Among the records, how many lines contain "North"? Only the number is needed.

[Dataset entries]
- - -
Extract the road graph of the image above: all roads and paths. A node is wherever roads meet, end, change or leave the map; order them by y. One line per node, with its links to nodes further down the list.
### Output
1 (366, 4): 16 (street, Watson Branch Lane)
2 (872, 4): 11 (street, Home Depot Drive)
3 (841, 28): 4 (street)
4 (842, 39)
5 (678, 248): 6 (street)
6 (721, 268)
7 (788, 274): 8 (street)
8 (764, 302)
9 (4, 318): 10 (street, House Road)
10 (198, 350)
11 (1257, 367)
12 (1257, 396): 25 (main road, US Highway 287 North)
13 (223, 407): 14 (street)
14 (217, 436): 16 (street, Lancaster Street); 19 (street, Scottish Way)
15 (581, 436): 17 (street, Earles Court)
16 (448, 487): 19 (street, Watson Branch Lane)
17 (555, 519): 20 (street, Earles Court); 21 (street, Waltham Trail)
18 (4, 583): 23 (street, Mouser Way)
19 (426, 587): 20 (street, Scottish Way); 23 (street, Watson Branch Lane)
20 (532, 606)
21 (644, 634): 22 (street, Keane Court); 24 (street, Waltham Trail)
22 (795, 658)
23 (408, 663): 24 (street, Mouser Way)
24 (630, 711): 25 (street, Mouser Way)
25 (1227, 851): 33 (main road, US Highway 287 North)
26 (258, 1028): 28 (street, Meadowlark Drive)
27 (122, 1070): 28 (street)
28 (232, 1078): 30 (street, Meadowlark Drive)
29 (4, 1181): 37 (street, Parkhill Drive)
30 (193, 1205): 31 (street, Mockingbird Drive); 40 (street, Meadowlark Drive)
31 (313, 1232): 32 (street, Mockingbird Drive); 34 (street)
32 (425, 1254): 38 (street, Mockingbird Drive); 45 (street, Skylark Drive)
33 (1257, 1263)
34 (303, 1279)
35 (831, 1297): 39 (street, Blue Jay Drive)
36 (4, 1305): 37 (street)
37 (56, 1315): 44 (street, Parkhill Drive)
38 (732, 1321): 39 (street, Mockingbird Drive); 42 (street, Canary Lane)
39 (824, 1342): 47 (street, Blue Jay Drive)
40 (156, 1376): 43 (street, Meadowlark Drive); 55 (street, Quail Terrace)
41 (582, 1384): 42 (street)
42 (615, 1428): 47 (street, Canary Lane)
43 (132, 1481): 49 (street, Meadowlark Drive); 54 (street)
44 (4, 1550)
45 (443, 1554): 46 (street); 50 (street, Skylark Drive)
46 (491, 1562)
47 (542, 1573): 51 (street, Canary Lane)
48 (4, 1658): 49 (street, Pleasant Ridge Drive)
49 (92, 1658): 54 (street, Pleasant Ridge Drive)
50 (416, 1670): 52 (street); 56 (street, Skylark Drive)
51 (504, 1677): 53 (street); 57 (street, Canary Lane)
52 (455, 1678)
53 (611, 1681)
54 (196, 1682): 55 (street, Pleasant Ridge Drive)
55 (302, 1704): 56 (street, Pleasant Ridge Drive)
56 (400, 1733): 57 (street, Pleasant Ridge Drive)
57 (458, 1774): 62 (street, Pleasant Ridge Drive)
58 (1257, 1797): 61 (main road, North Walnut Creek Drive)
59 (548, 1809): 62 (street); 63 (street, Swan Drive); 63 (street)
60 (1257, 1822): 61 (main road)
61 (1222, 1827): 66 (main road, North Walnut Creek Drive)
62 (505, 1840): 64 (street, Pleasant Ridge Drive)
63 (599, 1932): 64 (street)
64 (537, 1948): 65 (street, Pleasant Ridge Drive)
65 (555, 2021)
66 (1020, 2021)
- - -
> Finished task
4